(What you will do):
If an entry holds a picture, leave the picture out and copy the rest of the listing exactly.
▼
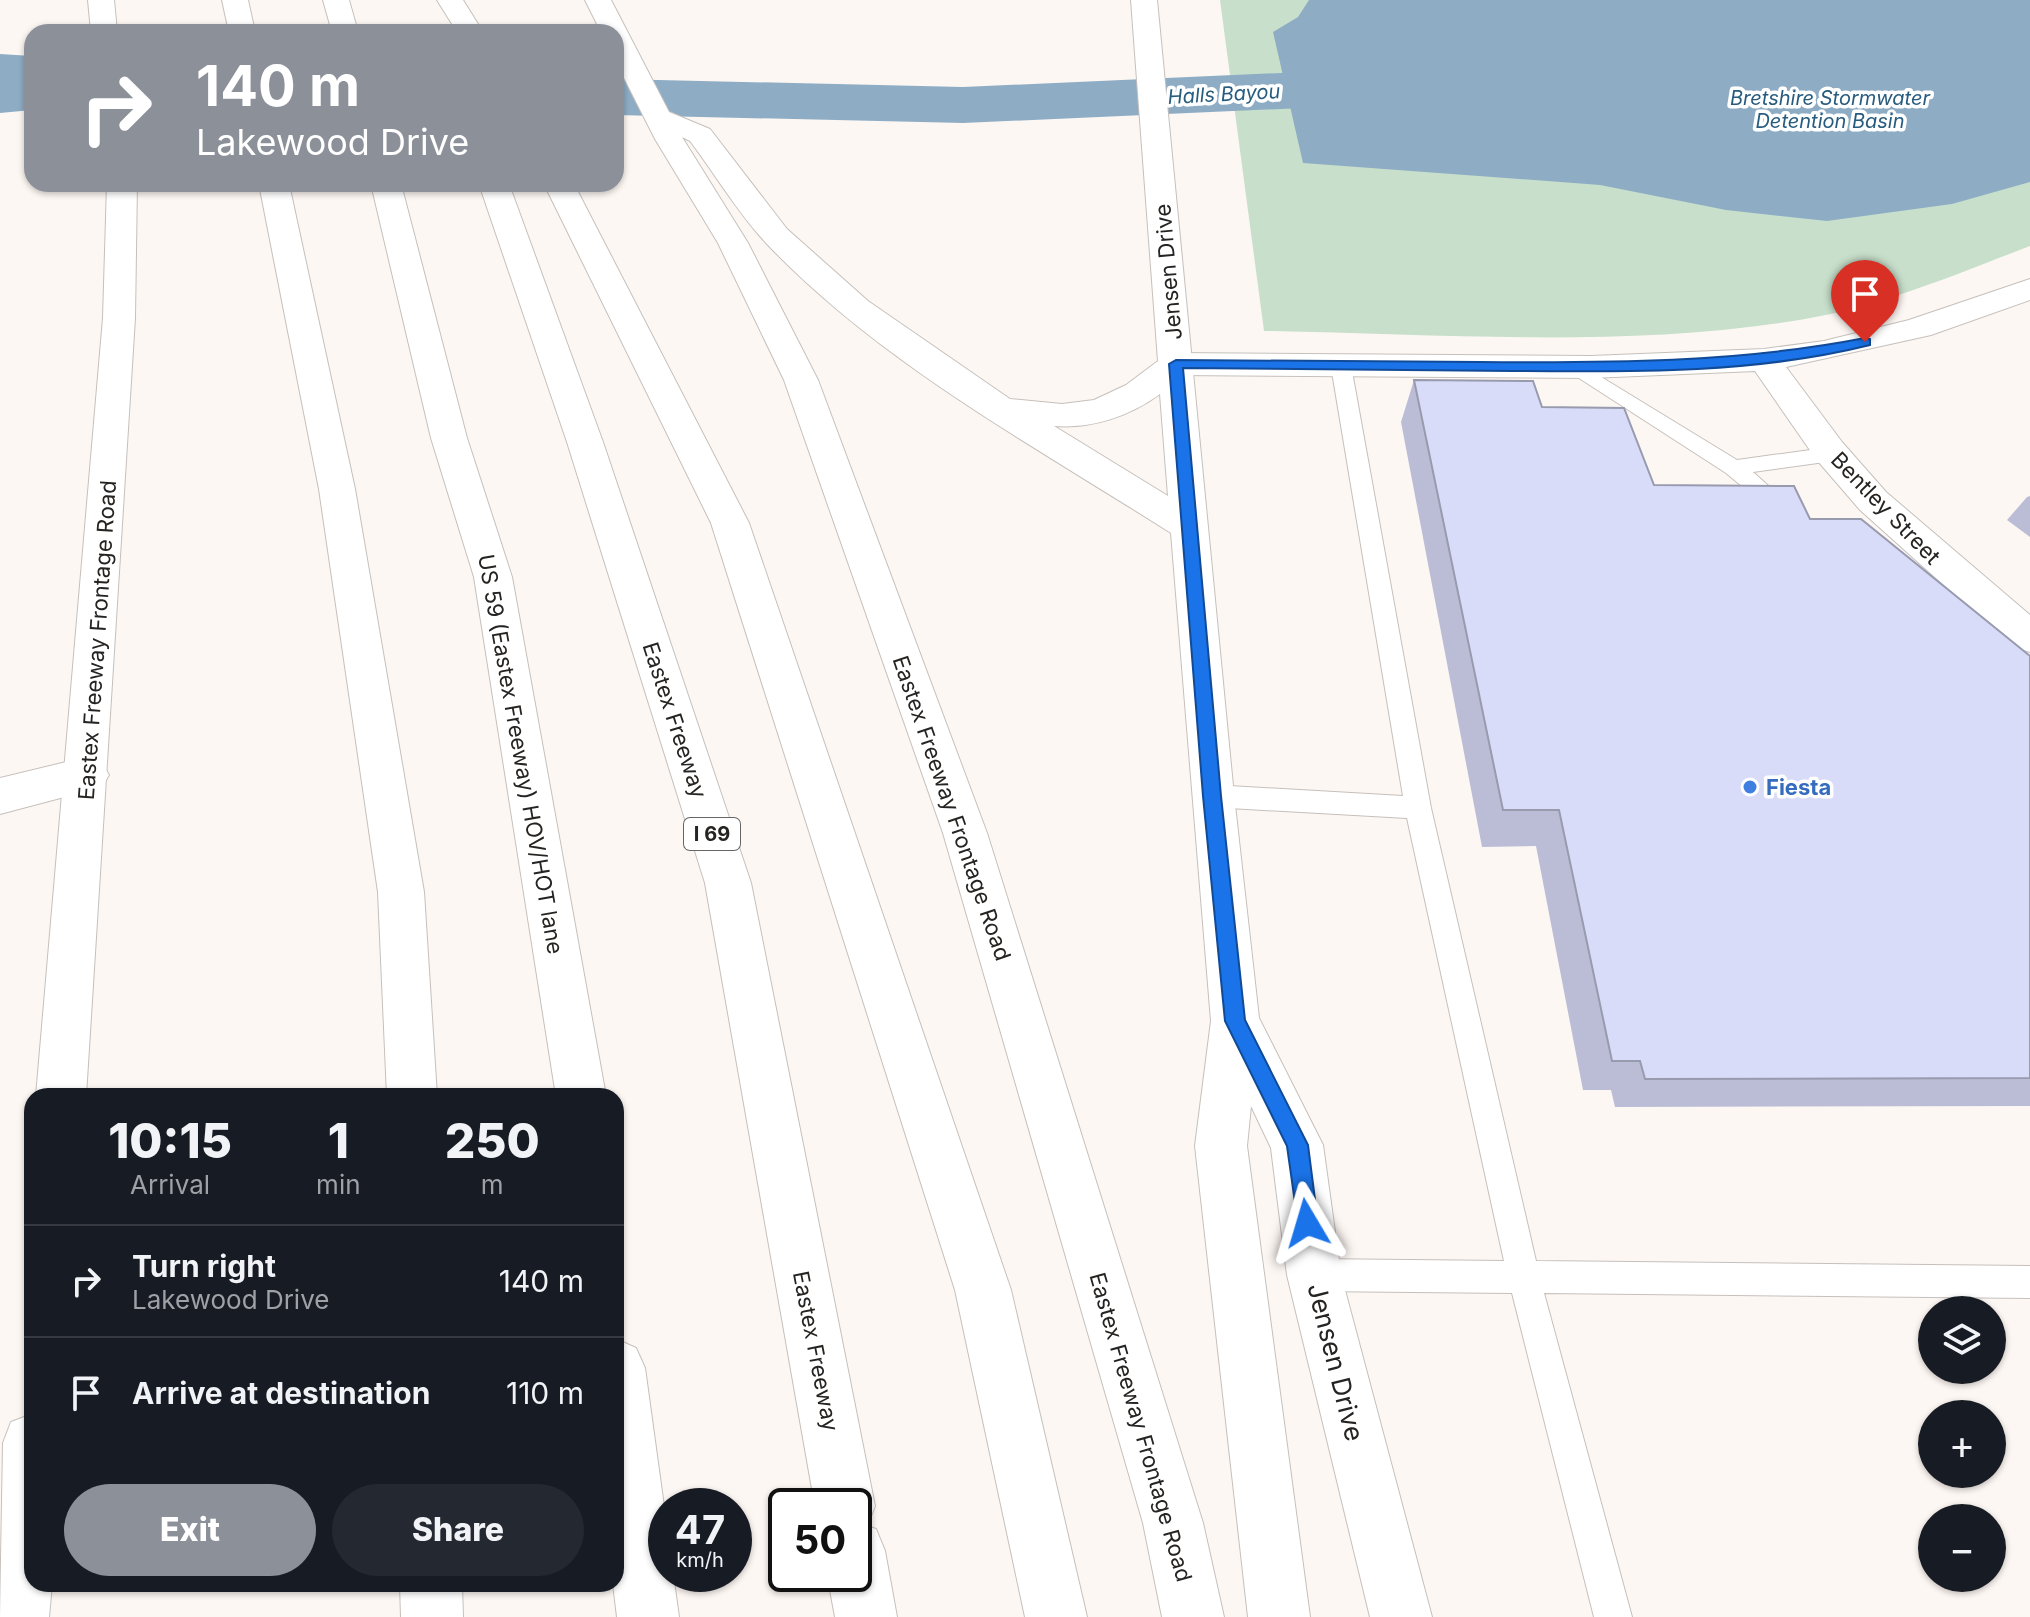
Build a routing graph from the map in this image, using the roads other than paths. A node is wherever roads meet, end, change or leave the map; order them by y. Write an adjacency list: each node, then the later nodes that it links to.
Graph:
1 (235, 0): 7 (main road)
2 (336, 0): 8 (main road)
3 (430, 0): 9 (main road)
4 (450, 0): 10 (main road)
5 (598, 0): 11 (main road, Eastex Freeway Frontage Road)
6 (1144, 0): 21 (main road, Jensen Drive)
7 (240, 24)
8 (343, 24)
9 (438, 24)
10 (465, 24)
11 (610, 24)
12 (624, 51): 13 (main road, Eastex Freeway Frontage Road)
13 (658, 113): 24 (main road); 51 (main road, Eastex Freeway Frontage Road)
14 (122, 192): 30 (main road, Eastex Freeway Frontage Road)
15 (276, 192): 36 (main road)
16 (388, 192): 37 (main road, US 59 (Eastex Freeway) HOV/HOT lane)
17 (497, 192): 42 (main road, Eastex Freeway / I 69)
18 (563, 192): 50 (main road)
19 (2030, 289): 20 (main road)
20 (1764, 360): 23 (main road); 25 (main road, Bentley Street)
21 (1176, 364): 22 (main road); 24 (main road); 28 (main road, Jensen Drive)
22 (1341, 366): 23 (main road); 33 (lane)
23 (1575, 367): 26 (lane)
24 (997, 404): 28 (main road)
25 (1832, 454): 26 (lane); 29 (main road, Bentley Street)
26 (1734, 468): 27 (lane)
27 (1793, 518)
28 (1190, 527): 32 (main road, Jensen Drive)
29 (2030, 637)
30 (87, 775): 31 (main road); 35 (main road, Eastex Freeway Frontage Road)
31 (0, 796)
32 (1212, 796): 33 (lane); 34 (main road, Jensen Drive)
33 (1418, 808): 39 (lane)
34 (1235, 1021): 38 (main road, Jensen Drive); 52 (main road, Jensen Drive)
35 (62, 1088)
36 (412, 1088)
37 (580, 1088)
38 (1314, 1275): 39 (lane); 53 (main road, Jensen Drive)
39 (1524, 1278): 40 (lane); 54 (lane)
40 (2030, 1282)
41 (624, 1430): 48 (main road)
42 (842, 1488)
43 (24, 1542): 46 (main road)
44 (431, 1592): 47 (main road)
45 (861, 1592): 49 (main road)
46 (18, 1617)
47 (432, 1617)
48 (648, 1617)
49 (866, 1617)
50 (1056, 1617)
51 (1193, 1617)
52 (1279, 1617)
53 (1401, 1617)
54 (1613, 1617)

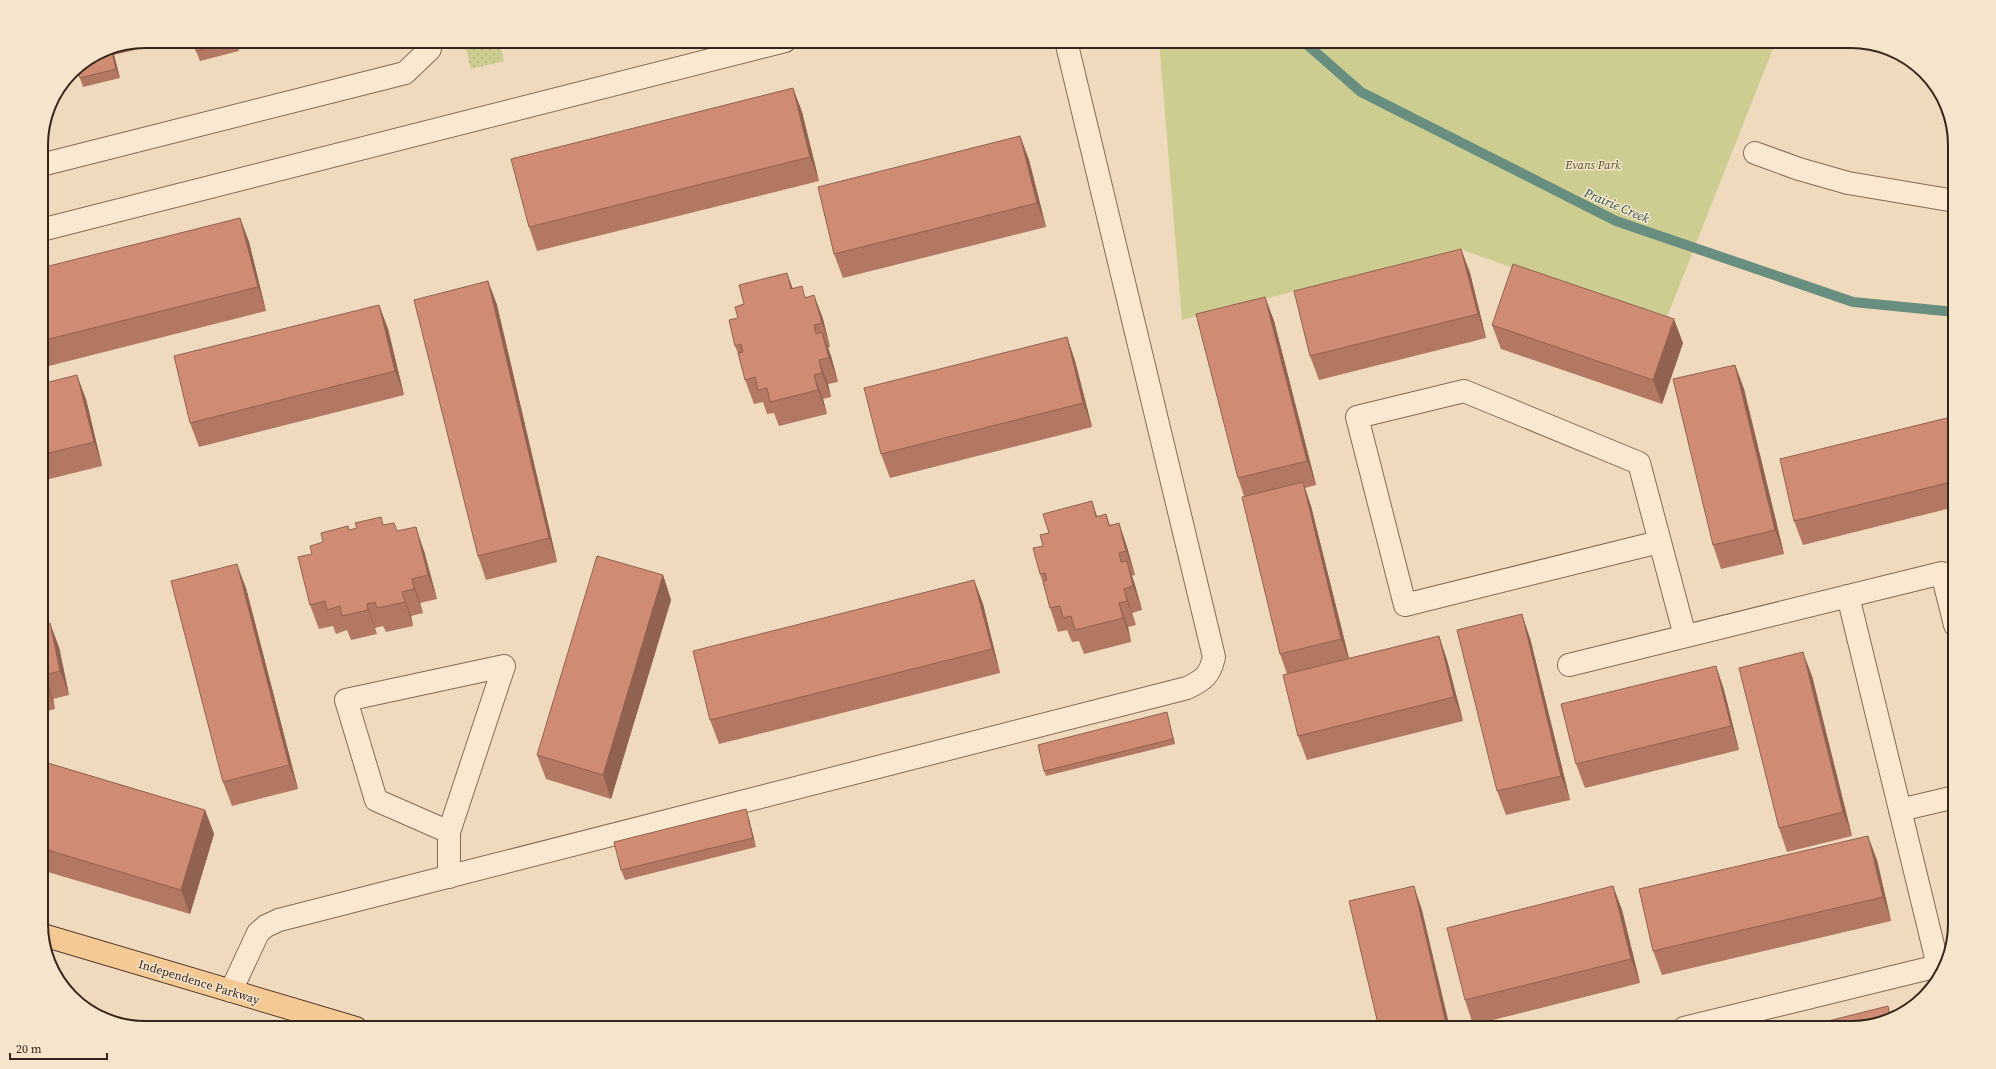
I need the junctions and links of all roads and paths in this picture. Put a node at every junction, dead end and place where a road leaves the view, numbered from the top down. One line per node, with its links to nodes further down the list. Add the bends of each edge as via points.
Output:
▲
(Output for this exercise):
Build a routing graph from the map in this image, using the roads other than paths. A node is wherever roads meet, end, change or leave the map; order them by y. Write an adjacency list: each node, then the later nodes that it links to.
Graph:
1 (235, 0): 7 (main road)
2 (336, 0): 8 (main road)
3 (430, 0): 9 (main road)
4 (450, 0): 10 (main road)
5 (598, 0): 11 (main road, Eastex Freeway Frontage Road)
6 (1144, 0): 21 (main road, Jensen Drive)
7 (240, 24)
8 (343, 24)
9 (438, 24)
10 (465, 24)
11 (610, 24)
12 (624, 51): 13 (main road, Eastex Freeway Frontage Road)
13 (658, 113): 24 (main road); 51 (main road, Eastex Freeway Frontage Road)
14 (122, 192): 30 (main road, Eastex Freeway Frontage Road)
15 (276, 192): 36 (main road)
16 (388, 192): 37 (main road, US 59 (Eastex Freeway) HOV/HOT lane)
17 (497, 192): 42 (main road, Eastex Freeway / I 69)
18 (563, 192): 50 (main road)
19 (2030, 289): 20 (main road)
20 (1764, 360): 23 (main road); 25 (main road, Bentley Street)
21 (1176, 364): 22 (main road); 24 (main road); 28 (main road, Jensen Drive)
22 (1341, 366): 23 (main road); 33 (lane)
23 (1575, 367): 26 (lane)
24 (997, 404): 28 (main road)
25 (1832, 454): 26 (lane); 29 (main road, Bentley Street)
26 (1734, 468): 27 (lane)
27 (1793, 518)
28 (1190, 527): 32 (main road, Jensen Drive)
29 (2030, 637)
30 (87, 775): 31 (main road); 35 (main road, Eastex Freeway Frontage Road)
31 (0, 796)
32 (1212, 796): 33 (lane); 34 (main road, Jensen Drive)
33 (1418, 808): 39 (lane)
34 (1235, 1021): 38 (main road, Jensen Drive); 52 (main road, Jensen Drive)
35 (62, 1088)
36 (412, 1088)
37 (580, 1088)
38 (1314, 1275): 39 (lane); 53 (main road, Jensen Drive)
39 (1524, 1278): 40 (lane); 54 (lane)
40 (2030, 1282)
41 (624, 1430): 48 (main road)
42 (842, 1488)
43 (24, 1542): 46 (main road)
44 (431, 1592): 47 (main road)
45 (861, 1592): 49 (main road)
46 (18, 1617)
47 (432, 1617)
48 (648, 1617)
49 (866, 1617)
50 (1056, 1617)
51 (1193, 1617)
52 (1279, 1617)
53 (1401, 1617)
54 (1613, 1617)

I need the junctions and links of all roads and paths in this picture. Put a node at every junction, dead end and place where a road leaves the view, numbered from the top down. One line per node, with its links to nodes further down the list. Add the bends of each edge as via points.
Output:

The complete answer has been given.